Non smetto di chiedere perché i convinti pacifisti che non mossero un dito
per liberare Sarajevo dall'assedio (il più lungo della storia moderna, più
che a Leningrado) e dallo stillicidio delle bombe e dei cecchini, e anzi
proclamarono la loro opposizione attiva a un intervento militare
internazionale che sbloccasse l'assedio, e profetizzarono lo scoppio della
Terza Guerra Mondiale, quando quell'intervento avvenne, con gli aerei della
Nato, e in pochi giorni, e senza vittime innocenti, sbloccò l'assedio e
liberò Sarajevo, non festeggiarono con le lacrime agli occhi? Non era la
pace, si sapeva, lo sapevo: era solo (solo!) la fine del massacro
quotidiano. L'interruzione del massacro, vegliata, ancora oggi, dalla
polizia internazionale. Sono innumerevoli i posti della terra in cui si può
pregare per la pace, ma per interrompere i massacri occorre mettere in campo
una forza armata internazionale, e tenercela.
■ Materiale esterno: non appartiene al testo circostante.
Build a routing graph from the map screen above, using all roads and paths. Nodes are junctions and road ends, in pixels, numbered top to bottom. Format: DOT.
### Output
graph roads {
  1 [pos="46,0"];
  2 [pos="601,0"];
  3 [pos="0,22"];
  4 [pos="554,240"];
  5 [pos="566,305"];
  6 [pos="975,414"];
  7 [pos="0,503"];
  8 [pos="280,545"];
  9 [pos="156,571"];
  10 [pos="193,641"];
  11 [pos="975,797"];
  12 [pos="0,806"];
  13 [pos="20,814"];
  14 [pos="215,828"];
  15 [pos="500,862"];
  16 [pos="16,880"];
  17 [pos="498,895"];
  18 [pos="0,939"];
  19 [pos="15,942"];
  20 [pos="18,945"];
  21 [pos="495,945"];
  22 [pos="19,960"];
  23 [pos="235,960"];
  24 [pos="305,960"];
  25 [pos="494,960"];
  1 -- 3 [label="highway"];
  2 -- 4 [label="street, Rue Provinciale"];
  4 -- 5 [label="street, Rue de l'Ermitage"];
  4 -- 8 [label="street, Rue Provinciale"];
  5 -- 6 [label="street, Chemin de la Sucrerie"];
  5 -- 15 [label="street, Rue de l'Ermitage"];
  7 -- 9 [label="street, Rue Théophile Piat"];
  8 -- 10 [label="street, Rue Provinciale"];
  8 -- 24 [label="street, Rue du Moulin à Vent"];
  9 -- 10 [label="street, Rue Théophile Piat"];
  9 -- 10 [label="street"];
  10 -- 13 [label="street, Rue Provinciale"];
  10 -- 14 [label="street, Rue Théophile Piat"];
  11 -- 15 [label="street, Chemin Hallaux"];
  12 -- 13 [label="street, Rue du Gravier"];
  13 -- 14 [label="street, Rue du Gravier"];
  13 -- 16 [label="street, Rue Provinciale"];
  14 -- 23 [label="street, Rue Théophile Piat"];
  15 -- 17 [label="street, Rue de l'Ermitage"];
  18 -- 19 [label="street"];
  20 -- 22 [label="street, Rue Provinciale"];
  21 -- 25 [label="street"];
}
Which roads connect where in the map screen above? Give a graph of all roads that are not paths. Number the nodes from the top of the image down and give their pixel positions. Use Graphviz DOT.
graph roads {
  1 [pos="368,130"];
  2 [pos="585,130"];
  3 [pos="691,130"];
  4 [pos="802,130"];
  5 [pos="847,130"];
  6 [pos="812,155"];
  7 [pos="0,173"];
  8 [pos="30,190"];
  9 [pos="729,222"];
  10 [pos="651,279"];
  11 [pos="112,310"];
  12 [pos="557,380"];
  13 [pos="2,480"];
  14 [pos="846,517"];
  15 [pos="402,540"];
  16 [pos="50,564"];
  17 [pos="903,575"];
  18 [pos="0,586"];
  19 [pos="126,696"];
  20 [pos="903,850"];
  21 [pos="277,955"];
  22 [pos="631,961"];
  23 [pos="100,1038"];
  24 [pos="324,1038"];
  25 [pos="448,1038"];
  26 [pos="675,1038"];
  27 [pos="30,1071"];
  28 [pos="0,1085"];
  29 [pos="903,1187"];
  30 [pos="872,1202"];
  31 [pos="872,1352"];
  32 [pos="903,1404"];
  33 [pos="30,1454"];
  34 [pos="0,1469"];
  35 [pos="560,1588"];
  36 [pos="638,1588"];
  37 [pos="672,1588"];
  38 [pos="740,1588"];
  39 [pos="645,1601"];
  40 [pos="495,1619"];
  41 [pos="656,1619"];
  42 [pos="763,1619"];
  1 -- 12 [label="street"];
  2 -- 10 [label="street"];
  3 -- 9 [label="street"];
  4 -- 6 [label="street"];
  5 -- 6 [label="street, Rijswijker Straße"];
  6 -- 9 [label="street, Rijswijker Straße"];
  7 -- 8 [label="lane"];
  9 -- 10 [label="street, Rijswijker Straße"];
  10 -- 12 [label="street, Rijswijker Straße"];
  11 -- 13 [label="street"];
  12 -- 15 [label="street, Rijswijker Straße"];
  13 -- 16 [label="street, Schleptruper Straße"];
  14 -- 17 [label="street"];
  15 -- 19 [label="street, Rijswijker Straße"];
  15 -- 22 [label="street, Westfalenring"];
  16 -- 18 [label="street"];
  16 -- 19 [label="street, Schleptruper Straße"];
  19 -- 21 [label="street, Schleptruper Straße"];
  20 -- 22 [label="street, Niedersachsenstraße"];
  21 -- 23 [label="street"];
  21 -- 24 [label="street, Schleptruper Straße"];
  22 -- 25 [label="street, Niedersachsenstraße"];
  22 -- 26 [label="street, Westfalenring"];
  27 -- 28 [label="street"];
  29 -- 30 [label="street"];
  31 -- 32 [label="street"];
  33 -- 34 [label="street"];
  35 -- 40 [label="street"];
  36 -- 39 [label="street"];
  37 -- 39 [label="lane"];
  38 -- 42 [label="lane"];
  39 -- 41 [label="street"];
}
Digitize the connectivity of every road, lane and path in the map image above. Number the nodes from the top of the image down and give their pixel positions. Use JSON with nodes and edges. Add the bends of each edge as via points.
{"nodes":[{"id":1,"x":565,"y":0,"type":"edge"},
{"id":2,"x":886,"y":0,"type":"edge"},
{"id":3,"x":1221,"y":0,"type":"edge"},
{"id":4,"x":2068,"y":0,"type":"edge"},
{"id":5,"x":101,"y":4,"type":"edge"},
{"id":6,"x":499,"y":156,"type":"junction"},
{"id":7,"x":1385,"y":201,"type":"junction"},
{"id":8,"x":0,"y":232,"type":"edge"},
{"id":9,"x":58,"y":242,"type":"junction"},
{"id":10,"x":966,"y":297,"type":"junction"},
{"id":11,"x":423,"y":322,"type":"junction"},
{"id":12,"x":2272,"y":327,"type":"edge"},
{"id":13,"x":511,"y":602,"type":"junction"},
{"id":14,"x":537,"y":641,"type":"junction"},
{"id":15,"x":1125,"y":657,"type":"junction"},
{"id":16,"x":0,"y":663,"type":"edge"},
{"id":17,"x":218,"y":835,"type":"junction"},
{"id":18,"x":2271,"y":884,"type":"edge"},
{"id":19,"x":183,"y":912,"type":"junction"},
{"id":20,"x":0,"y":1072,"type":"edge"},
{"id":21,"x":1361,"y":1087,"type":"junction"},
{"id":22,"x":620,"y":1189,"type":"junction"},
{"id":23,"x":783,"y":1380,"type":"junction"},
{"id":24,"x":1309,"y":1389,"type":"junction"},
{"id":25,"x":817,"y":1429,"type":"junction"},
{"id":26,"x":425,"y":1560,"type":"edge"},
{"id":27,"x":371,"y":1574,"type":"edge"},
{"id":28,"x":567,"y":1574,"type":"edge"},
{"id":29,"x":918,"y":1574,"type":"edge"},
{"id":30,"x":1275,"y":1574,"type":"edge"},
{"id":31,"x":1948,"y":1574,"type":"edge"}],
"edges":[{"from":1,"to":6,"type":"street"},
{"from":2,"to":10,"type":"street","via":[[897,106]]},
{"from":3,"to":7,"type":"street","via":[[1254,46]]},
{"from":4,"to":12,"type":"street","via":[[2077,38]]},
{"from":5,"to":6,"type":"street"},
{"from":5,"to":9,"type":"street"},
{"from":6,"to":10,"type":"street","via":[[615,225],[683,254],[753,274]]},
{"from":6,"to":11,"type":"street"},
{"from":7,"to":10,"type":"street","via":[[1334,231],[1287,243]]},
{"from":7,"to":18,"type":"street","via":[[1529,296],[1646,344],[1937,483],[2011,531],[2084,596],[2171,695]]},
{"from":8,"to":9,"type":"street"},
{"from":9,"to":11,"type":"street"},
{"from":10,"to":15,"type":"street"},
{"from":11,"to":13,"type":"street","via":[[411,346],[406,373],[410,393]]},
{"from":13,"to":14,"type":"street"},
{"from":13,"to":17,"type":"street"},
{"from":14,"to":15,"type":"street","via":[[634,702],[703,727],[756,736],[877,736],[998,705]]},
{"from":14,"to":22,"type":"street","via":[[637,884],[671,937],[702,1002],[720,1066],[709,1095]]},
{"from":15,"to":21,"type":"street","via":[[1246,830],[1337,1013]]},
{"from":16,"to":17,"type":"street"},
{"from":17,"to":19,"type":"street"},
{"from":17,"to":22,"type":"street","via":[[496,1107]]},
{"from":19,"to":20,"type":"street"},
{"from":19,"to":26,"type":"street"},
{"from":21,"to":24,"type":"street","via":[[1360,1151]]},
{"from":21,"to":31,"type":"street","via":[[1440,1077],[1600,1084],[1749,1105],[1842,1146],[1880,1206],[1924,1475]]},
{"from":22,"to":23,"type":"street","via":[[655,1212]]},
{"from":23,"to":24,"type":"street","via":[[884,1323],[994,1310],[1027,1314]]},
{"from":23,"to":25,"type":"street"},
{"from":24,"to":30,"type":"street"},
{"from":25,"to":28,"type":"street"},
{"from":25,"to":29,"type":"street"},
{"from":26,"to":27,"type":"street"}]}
E magari farle patrocinare
libere elezioni, come a Timor est.
Sono contrario alla guerra minacciata contro l'Iraq e alla sua filosofia, e
spaventato dalla sua ignota modalità. Ma mi sembra pazzesca l'assimilazione
fra Saddam Hussein e Bush, che tu proclami a muso duro. Pazzesca
l'indifferenza alla democrazia, per formale e imperfetta e violata che sia.
Alla distanza fra governi eletti a suffragio universale e sanguinarie
dittature assirobabilonesi. So darmene solo una, ma inadeguatissima,
spiegazione. Io credo che la - brutta, difettosa, violata - democrazia debba
essere la condizione della convivenza civile in ogni parte del globo.
Tu forse pensi - come certi etnologi relativisti che non sono ancora tornati
a casa, come i leader cinesi, come i capi tribali patriarcali, come i fedeli
della sharia - che la democrazia sia il pregio o il tic di un pezzetto di
mondo, e sia fuori posto e disadatta a tanta altra parte del globo. Non
riesco a capacitarmene, e mi spaventa. Mi spaventano le persone che mi sono
care, note e ignote, che ripetono generosamente di essere sempre e comunque
contro l'impiego della forza. Si sono dimenticate di Auschwitz, e non hanno
voluto imparare dov'è Srebrenica, e che cosa è successo, e quando.